Critics of eternal generation often argue that interpreting Jesus as the eternal Son of God is a mistake, arguing that Jesus is only the Son of God due to the incarnation.

== Characteristics ==
In his Reformed Dogmatics, 19th-century Dutch Reformed theologian Herman Bavinck presages an enumeration of the characteristics of the eternal generation of the Son by emphasising the classical attribution of 'life' to God, stating that he is not an 'abstract, fixed, monadic, solitary substance, but a plenitude of life'. This is rooted in the Biblical attribution of generation in a fatherly sense to God, for example, For as the Father hath life in himself; so hath he given to the Son to have life in himself. In addition, the Son bears names that denote this relation to the Father, including firstborn, only-begotten and image ('χαρακτηρ') as in , in which the Son is said to be the express image of God's person. Thus while Bavinck is cautious not to associate the imperfection and sensuality of earthly generation with the eternal generation of the Son, he nevertheless asserts the relevance of the analogy to the divine being. God's fecundity is a beautiful theme, one that frequently recurs in the church fathers. God is no abstract, fixed, monadic, solitary substance, but a plenitude of life. It is his nature (οὐσια) to be generative (γεννητικη) and fruitful (καρπογονος). It is capable of expansion, unfolding, and communication. Those who deny this fecund productivity fail to take seriously the fact that God is an infinite fullness of blessed life. All such people have left is an abstract deistic concept of God, or to compensate for this sterility, in pantheistic fashion they include the life of the world in the divine being. Apart from the Trinity even the act of creation becomes inconceivable. For if God cannot communicate himself, he is a darkened light, a dry spring, unable to exert himself outward to communicate himself to creatures.Given this emphasis on the 'life' of God, Bavinck enumerates three major characteristics of the eternal generation which are characteristic of Nicene orthodoxy, in contrast to Arianism which the Nicene Creed opposes.

1. The generation of the Son is spiritual. That is, it is simple, without division, separation or flux. God expresses himself completely in the person of the Logos, the express image of his person. A common analogy of eternal generation is human speech; as human thought is expressed in speech, so God expresses his being in the Logos (which means 'speech', 'word' or 'reason').
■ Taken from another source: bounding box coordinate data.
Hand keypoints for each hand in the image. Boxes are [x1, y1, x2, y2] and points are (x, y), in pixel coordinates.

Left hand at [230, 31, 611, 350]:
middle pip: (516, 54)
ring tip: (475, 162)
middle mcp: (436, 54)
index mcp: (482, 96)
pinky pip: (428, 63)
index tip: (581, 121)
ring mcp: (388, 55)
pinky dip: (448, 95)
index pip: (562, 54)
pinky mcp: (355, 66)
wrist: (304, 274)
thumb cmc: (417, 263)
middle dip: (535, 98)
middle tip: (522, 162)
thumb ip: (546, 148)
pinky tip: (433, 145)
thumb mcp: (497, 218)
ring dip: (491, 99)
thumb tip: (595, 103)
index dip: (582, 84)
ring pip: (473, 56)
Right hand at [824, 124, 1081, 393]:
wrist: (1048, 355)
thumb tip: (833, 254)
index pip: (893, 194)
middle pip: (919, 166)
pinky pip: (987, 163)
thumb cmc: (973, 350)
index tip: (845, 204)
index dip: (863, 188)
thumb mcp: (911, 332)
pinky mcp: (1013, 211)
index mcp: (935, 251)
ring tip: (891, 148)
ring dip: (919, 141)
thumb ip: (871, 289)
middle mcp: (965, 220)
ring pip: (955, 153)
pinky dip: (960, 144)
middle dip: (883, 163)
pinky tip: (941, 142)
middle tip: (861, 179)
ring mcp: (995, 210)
Yet it is an imperfect analogy, since the expression of God's being in the Son is total and indivisible, For as the Father hath life in himself; so hath he given to the Son to have life in himself. The Arians, in contrast, alleged that generation necessitates separation, division and passion, such that the Son cannot be consubstantial with the Father.
2. The Father generates the Son out of the very same being of the Father. As it states in the Nicene Creed, 'God from God, Light from Light, true God from true God, begotten, not made; of the same essence as the Father.' The Son was not created by the Father, rather he was generated out of the Father's being in eternity. Generation is thus not so much a work of the Father, but the very nature of the Father, in harmony with his knowledge, will and power as a perfect expression of his being. In this sense it can be said that Christ is over all, God blessed for ever. In Arianism, the Son is not generated but created by the Father out of nothing, which means that he is a creature.
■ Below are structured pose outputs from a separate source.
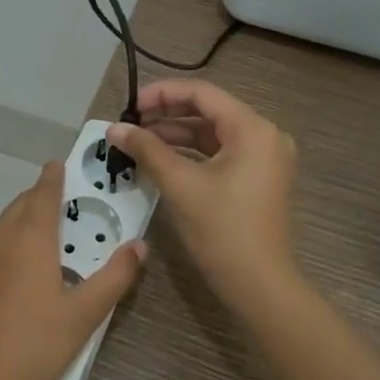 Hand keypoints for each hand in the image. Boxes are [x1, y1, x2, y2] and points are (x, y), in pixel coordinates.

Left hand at [0, 162, 144, 379]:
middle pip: (20, 207)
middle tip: (64, 201)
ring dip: (23, 223)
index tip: (61, 164)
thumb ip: (115, 277)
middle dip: (40, 198)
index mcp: (28, 238)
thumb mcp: (84, 316)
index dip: (54, 176)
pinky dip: (9, 248)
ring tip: (46, 237)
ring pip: (3, 229)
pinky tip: (20, 277)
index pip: (43, 192)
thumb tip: (139, 245)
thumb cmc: (33, 347)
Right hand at [107, 80, 298, 309]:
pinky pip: (221, 154)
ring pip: (213, 134)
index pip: (202, 93)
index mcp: (253, 129)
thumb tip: (115, 128)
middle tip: (130, 124)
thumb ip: (147, 150)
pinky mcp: (258, 180)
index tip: (129, 106)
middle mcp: (264, 136)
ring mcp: (264, 159)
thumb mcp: (180, 185)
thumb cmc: (222, 230)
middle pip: (209, 111)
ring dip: (176, 135)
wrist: (260, 286)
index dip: (162, 94)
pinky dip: (191, 154)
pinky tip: (161, 161)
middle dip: (167, 115)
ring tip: (138, 142) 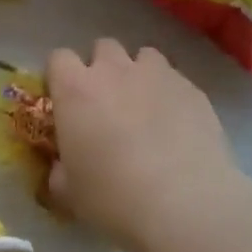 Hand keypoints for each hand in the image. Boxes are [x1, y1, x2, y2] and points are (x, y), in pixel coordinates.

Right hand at [45, 40, 238, 251]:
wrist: (185, 203)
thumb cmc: (114, 198)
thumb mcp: (70, 194)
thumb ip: (60, 173)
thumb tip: (61, 169)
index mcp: (75, 90)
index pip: (58, 58)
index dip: (61, 77)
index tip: (66, 101)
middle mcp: (114, 70)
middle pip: (102, 47)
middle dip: (102, 68)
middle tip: (107, 104)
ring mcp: (157, 74)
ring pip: (143, 56)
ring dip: (139, 74)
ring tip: (145, 107)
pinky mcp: (192, 88)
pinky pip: (175, 79)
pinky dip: (171, 94)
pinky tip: (177, 125) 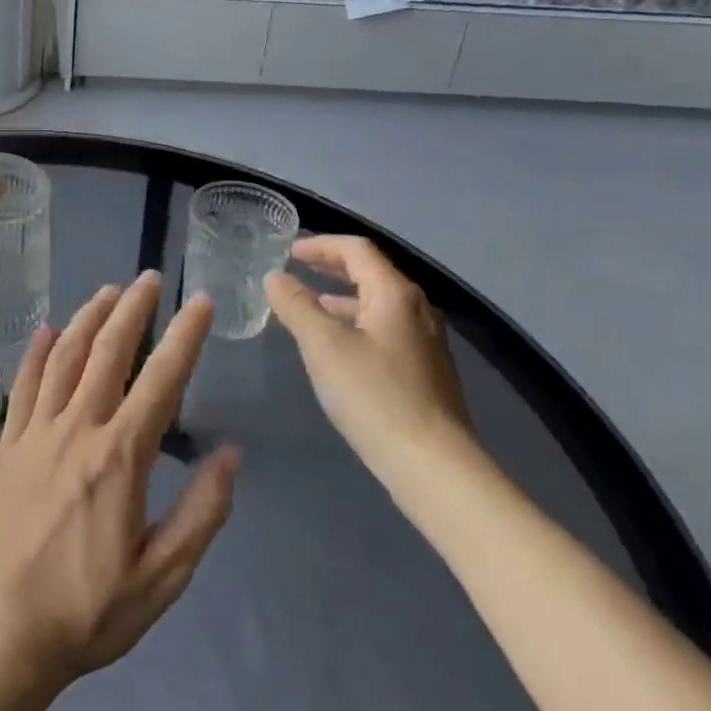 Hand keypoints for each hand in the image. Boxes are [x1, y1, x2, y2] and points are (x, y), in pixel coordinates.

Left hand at [0, 273, 240, 701]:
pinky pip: (23, 386)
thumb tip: (230, 454)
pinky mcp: (8, 445)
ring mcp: (37, 432)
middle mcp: (78, 428)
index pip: (161, 380)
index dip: (185, 336)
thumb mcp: (162, 578)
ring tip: (108, 291)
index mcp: (120, 456)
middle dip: (133, 309)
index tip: (201, 302)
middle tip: (149, 277)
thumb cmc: (88, 610)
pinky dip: (35, 353)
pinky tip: (44, 331)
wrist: (0, 633)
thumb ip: (202, 513)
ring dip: (87, 318)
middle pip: (108, 352)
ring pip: (65, 357)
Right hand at [265, 235, 476, 493]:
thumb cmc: (375, 396)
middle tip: (299, 268)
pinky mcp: (425, 370)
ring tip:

3. The generation is eternal.If the Son does not eternally possess his sonship—that is, his generation from the Father—then the Father cannot be eternal either. The Father’s identity as Father logically requires the eternal existence of the Son as Son. To deny the Son’s eternal generation would imply that there was a time when the Father was not yet Father, but became so only after bringing forth the Son, which contradicts the idea of God’s unchanging and eternal nature. Accordingly, generation is understood as an eternal act within God, continuously occurring as part of the Father’s nature. The Son is therefore eternally begotten. In contrast, Arianism teaches that the Son did not always exist and was instead created or brought into being at a particular point in time.